We now need a lab set for parallel processing. This is simply a matter of instanciating the `ParallelLab` class and telling it how many cores it should use. There are three ways to do this:

- the default, which uses all the available cores
- specify a number of cores with a positive number, such as 12
- specify a number of cores *not* to use with a nagetive number, such as -4

The last two will be the same on a 16-core machine.

It doesn't do any good to exagerate the number of cores available, though: claiming to have 16 when you have 2 will actually make things slower! So first we should check.

In [13]:
from multiprocessing import cpu_count
print("Current system has {c} cores in total".format(c=cpu_count()))

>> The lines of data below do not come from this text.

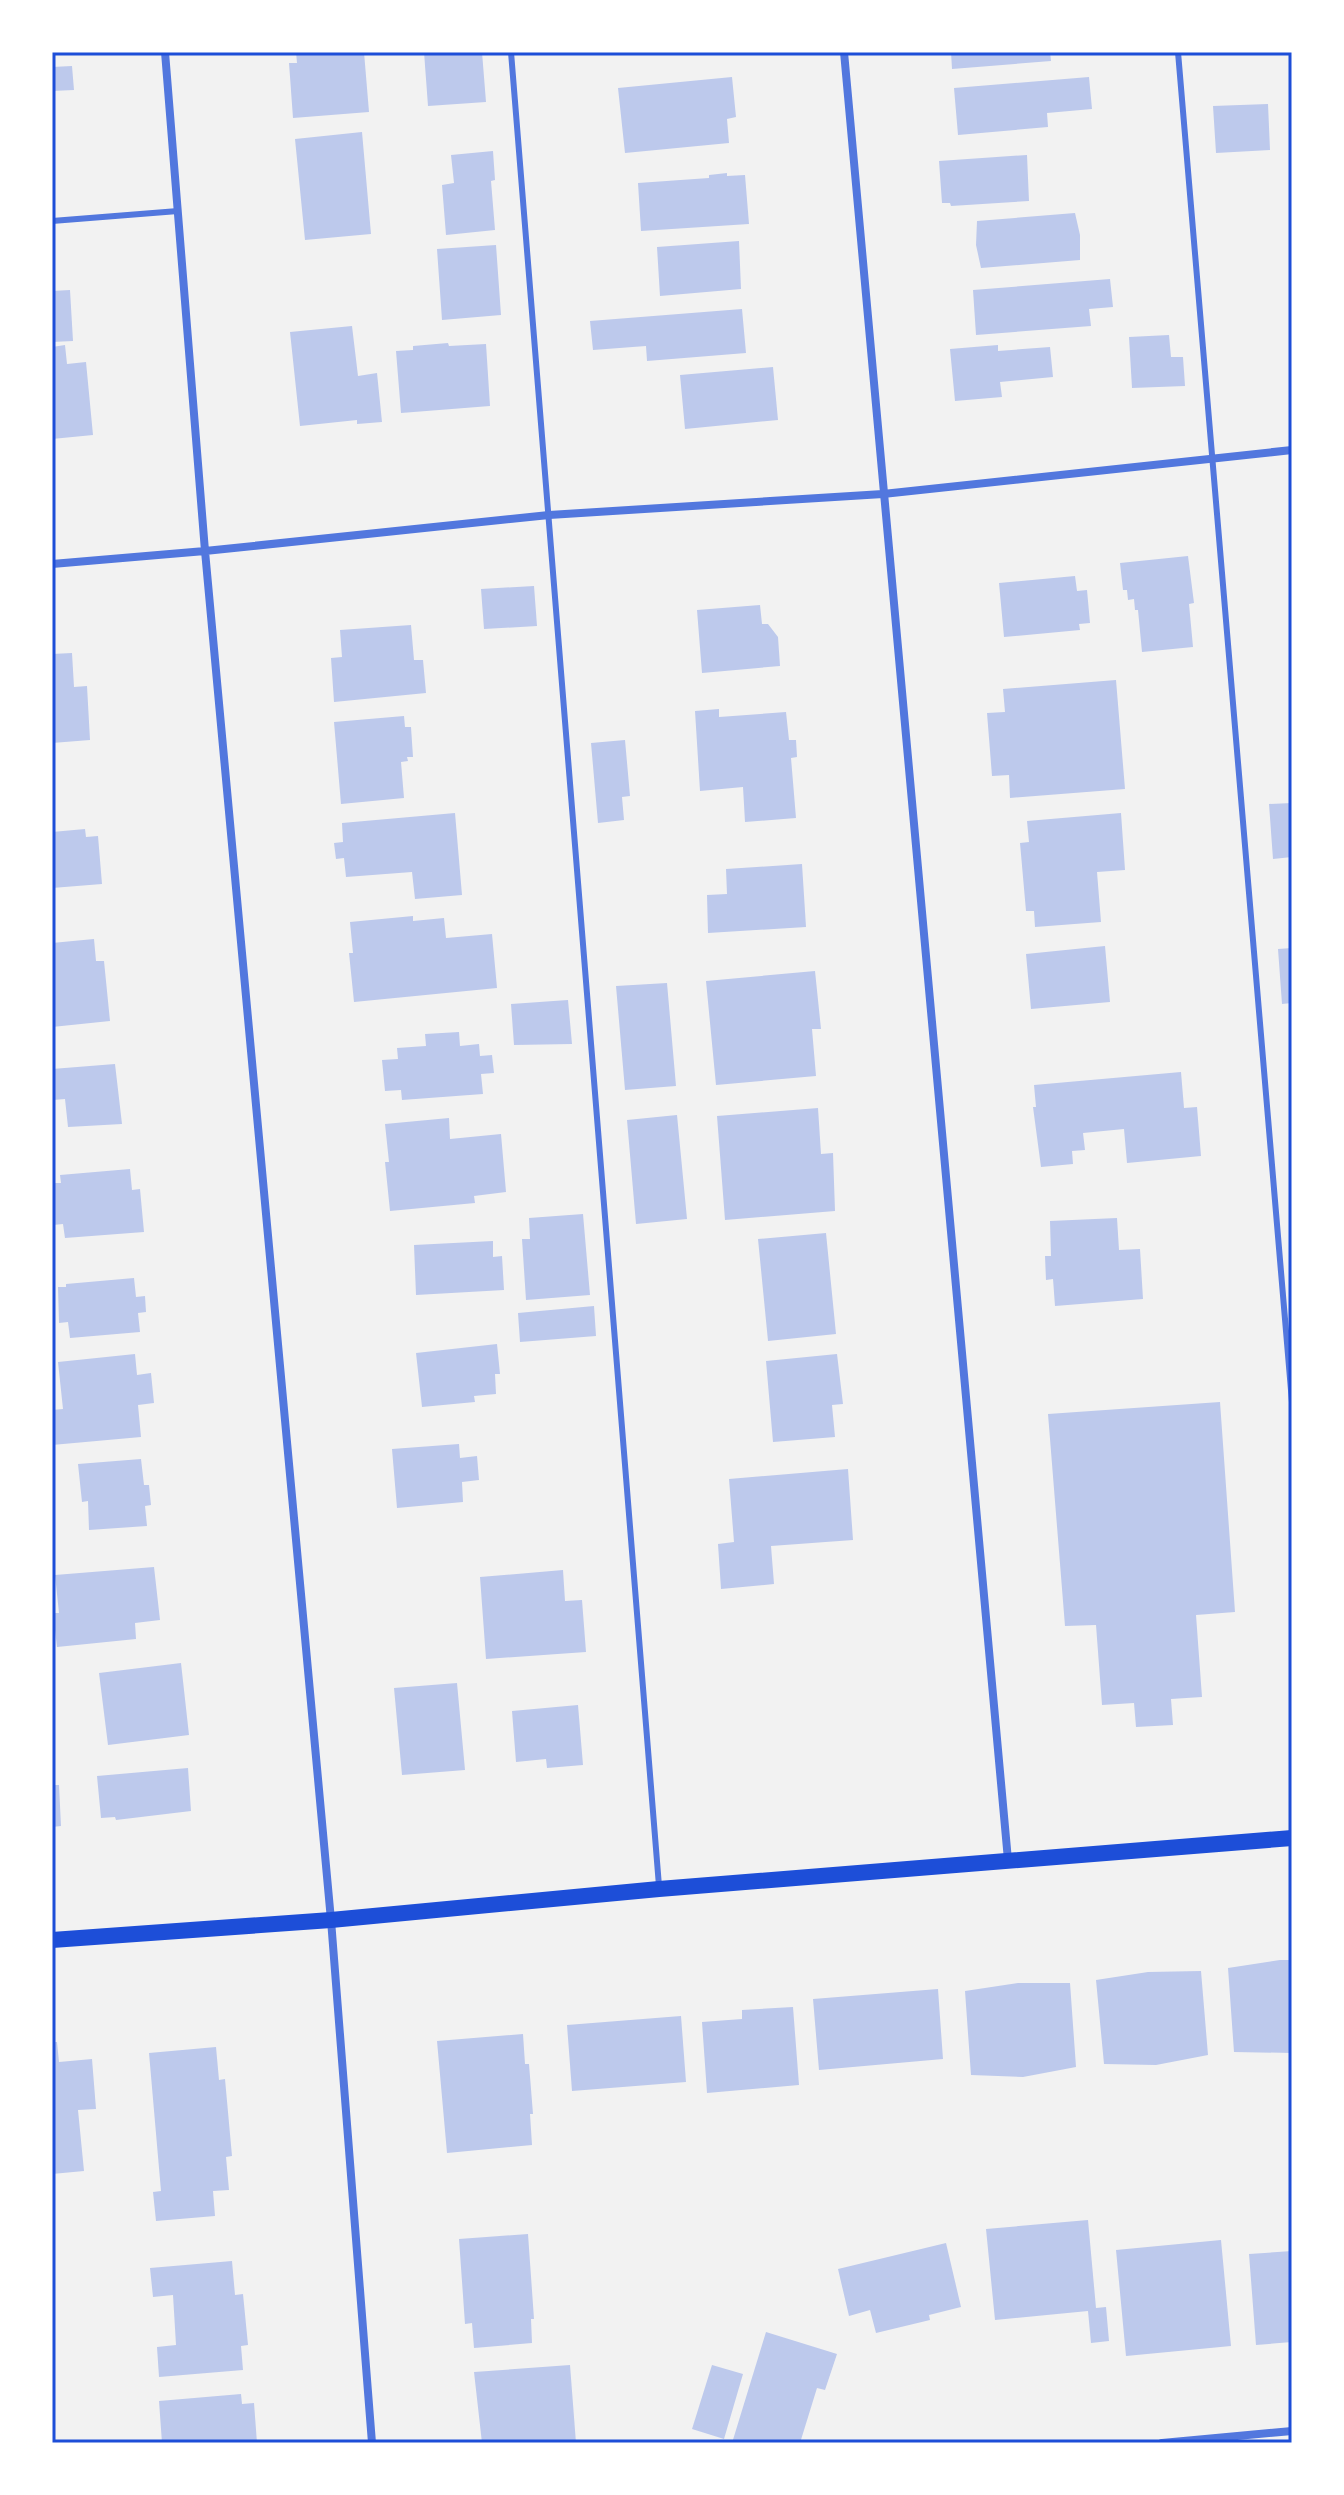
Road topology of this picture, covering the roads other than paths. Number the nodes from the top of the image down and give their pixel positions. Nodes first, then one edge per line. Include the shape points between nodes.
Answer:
1 (165, 52) edge
2 (511, 52) edge
3 (844, 52) edge
4 (1178, 52) edge
5 (178, 211) junction
6 (52, 221) edge
7 (1292, 450) edge
8 (1213, 458) junction
9 (883, 494) junction
10 (549, 515) junction
11 (205, 551) junction
12 (52, 564) edge
13 (1292, 1402) edge
14 (1292, 1838) edge
15 (1008, 1860) junction
16 (659, 1889) junction
17 (331, 1920) junction
18 (52, 1940) edge
19 (1292, 2431) edge
20 (372, 2443) edge
21 (1162, 2443) edge

1 - 5 street
2 - 10 lane
3 - 9 street
4 - 8 lane
5 - 6 lane
5 - 11 street
7 - 8 street
8 - 9 street
8 - 13 lane
9 - 10 street
9 - 15 street
10 - 11 street
10 - 16 lane
11 - 12 street
11 - 17 street
14 - 15 main road
15 - 16 main road
16 - 17 main road
17 - 18 main road
17 - 20 street
19 - 21 street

Current system has 8 cores in total


This is the maximum number of cores it makes sense to use.

In [14]:
# pick the number of cores -- change this to change parallelism
nCores = 6

We now create the lab and populate its parameter space as usual.

In [15]:
# create the lab
lab = ParallelLab(notebook=nb, cores=nCores)

# make sure the reuslts go into the right result set
nb.select("sir-par")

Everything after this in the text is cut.